━━ The records ━━
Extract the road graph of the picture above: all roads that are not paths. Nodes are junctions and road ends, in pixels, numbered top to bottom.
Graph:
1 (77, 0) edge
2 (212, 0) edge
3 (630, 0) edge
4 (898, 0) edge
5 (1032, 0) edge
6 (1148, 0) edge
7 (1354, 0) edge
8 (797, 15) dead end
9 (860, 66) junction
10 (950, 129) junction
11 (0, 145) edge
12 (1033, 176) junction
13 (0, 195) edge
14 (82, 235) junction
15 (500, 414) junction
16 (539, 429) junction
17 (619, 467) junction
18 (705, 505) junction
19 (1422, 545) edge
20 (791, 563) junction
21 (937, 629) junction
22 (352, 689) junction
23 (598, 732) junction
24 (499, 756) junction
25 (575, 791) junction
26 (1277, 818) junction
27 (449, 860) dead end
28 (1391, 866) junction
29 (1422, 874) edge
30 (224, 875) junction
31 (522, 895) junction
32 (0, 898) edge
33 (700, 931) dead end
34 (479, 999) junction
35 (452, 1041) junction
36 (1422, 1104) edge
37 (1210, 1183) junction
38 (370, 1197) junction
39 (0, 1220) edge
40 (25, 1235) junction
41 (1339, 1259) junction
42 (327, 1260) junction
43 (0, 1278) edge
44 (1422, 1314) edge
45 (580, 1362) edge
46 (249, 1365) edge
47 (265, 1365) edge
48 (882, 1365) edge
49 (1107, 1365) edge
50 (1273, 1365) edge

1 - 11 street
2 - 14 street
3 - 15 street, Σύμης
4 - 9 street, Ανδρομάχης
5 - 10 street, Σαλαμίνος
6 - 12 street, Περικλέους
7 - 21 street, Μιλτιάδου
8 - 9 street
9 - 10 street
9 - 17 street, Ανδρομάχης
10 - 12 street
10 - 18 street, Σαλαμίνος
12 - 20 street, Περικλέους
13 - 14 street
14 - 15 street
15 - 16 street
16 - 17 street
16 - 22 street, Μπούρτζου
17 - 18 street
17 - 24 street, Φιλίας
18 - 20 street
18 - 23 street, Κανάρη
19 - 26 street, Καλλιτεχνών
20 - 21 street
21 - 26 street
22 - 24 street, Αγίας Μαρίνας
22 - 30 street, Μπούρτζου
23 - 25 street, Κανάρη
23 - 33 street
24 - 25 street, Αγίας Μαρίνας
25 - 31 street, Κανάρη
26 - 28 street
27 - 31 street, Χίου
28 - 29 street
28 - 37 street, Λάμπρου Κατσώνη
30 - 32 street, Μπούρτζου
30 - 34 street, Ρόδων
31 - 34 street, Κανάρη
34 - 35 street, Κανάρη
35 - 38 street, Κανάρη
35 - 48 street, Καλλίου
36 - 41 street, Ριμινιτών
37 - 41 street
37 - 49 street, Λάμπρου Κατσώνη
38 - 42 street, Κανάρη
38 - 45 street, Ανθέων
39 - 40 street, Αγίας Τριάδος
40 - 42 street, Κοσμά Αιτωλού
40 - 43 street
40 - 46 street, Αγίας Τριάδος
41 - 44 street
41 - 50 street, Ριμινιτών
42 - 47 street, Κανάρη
━━━
[Task requirements]:
Nothing but a number should be given for this: how many lines in the entries above contain "Μπούρτζου"?

[Completed task]:
3